▶ _WORK TO COMPLETE_: Word for word, copy each record that comes after this.

===== RECORDS TO PROCESS =====

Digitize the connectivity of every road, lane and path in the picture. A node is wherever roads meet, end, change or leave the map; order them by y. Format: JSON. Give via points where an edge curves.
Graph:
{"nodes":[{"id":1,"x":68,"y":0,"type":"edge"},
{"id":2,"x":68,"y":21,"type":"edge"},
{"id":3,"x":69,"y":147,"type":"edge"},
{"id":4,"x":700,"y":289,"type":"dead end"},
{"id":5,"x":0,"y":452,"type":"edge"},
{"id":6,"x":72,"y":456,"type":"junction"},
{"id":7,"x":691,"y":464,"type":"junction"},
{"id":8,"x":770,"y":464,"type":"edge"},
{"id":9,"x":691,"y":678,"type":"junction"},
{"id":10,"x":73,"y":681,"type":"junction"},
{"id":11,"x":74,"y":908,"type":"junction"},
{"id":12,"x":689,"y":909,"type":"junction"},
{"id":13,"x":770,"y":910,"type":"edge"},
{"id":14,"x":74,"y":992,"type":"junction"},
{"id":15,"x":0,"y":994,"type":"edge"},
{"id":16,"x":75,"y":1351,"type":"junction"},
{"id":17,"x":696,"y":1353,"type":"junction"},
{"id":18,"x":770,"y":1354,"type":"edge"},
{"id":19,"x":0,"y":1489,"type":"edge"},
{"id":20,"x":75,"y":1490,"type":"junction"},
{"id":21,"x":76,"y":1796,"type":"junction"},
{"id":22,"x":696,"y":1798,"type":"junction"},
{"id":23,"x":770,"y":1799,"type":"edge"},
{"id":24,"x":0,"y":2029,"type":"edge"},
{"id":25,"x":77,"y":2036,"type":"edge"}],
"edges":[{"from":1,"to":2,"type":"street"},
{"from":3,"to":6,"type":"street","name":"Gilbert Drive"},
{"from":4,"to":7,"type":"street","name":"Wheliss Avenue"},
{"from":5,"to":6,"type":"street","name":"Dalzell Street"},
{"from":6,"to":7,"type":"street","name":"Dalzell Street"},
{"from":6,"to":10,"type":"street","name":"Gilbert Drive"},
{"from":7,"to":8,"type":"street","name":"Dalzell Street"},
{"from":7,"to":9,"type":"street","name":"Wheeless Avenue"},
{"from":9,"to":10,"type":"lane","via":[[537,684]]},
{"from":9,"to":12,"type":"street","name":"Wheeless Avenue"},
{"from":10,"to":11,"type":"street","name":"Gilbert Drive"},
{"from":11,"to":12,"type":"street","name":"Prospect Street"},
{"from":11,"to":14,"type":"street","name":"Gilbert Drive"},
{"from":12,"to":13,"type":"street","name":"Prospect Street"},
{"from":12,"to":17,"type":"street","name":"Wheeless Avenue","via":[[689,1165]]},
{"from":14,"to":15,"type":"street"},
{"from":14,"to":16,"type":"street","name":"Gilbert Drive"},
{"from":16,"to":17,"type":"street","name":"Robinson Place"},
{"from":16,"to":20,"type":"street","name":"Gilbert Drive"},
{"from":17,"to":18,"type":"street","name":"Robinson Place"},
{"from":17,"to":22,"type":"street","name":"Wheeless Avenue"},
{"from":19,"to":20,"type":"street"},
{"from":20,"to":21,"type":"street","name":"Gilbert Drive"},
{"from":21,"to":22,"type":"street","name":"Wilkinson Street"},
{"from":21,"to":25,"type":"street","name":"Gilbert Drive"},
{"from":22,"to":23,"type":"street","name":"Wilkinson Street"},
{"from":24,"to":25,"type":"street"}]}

=====

▶ _REPLY TO THE TASK_:
Digitize the connectivity of every road, lane and path in the picture. A node is wherever roads meet, end, change or leave the map; order them by y. Format: JSON. Give via points where an edge curves.
Graph:
{"nodes":[{"id":1,"x":68,"y":0,"type":"edge"},
{"id":2,"x":68,"y":21,"type":"edge"},
{"id":3,"x":69,"y":147,"type":"edge"},
{"id":4,"x":700,"y":289,"type":"dead end"},
{"id":5,"x":0,"y":452,"type":"edge"},
{"id":6,"x":72,"y":456,"type":"junction"},
{"id":7,"x":691,"y":464,"type":"junction"},
{"id":8,"x":770,"y":464,"type":"edge"},
{"id":9,"x":691,"y":678,"type":"junction"},
{"id":10,"x":73,"y":681,"type":"junction"},
{"id":11,"x":74,"y":908,"type":"junction"},
{"id":12,"x":689,"y":909,"type":"junction"},
{"id":13,"x":770,"y":910,"type":"edge"},
{"id":14,"x":74,"y":992,"type":"junction"},
{"id":15,"x":0,"y":994,"type":"edge"},
{"id":16,"x":75,"y":1351,"type":"junction"},
{"id":17,"x":696,"y":1353,"type":"junction"},
{"id":18,"x":770,"y":1354,"type":"edge"},
{"id":19,"x":0,"y":1489,"type":"edge"},
{"id":20,"x":75,"y":1490,"type":"junction"},
{"id":21,"x":76,"y":1796,"type":"junction"},
{"id":22,"x":696,"y":1798,"type":"junction"},
{"id":23,"x":770,"y":1799,"type":"edge"},
{"id":24,"x":0,"y":2029,"type":"edge"},
{"id":25,"x":77,"y":2036,"type":"edge"}],
"edges":[{"from":1,"to":2,"type":"street"},
{"from":3,"to":6,"type":"street","name":"Gilbert Drive"},
{"from":4,"to":7,"type":"street","name":"Wheliss Avenue"},
{"from":5,"to":6,"type":"street","name":"Dalzell Street"},
{"from":6,"to":7,"type":"street","name":"Dalzell Street"},
{"from":6,"to":10,"type":"street","name":"Gilbert Drive"},
{"from":7,"to":8,"type":"street","name":"Dalzell Street"},
{"from":7,"to":9,"type":"street","name":"Wheeless Avenue"},
{"from":9,"to":10,"type":"lane","via":[[537,684]]},
{"from":9,"to":12,"type":"street","name":"Wheeless Avenue"},
{"from":10,"to":11,"type":"street","name":"Gilbert Drive"},
{"from":11,"to":12,"type":"street","name":"Prospect Street"},
{"from":11,"to":14,"type":"street","name":"Gilbert Drive"},
{"from":12,"to":13,"type":"street","name":"Prospect Street"},
{"from":12,"to":17,"type":"street","name":"Wheeless Avenue","via":[[689,1165]]},
{"from":14,"to":15,"type":"street"},
{"from":14,"to":16,"type":"street","name":"Gilbert Drive"},
{"from":16,"to":17,"type":"street","name":"Robinson Place"},
{"from":16,"to":20,"type":"street","name":"Gilbert Drive"},
{"from":17,"to":18,"type":"street","name":"Robinson Place"},
{"from":17,"to":22,"type":"street","name":"Wheeless Avenue"},
{"from":19,"to":20,"type":"street"},
{"from":20,"to":21,"type":"street","name":"Gilbert Drive"},
{"from":21,"to":22,"type":"street","name":"Wilkinson Street"},
{"from":21,"to":25,"type":"street","name":"Gilbert Drive"},
{"from":22,"to":23,"type":"street","name":"Wilkinson Street"},
{"from":24,"to":25,"type":"street"}]}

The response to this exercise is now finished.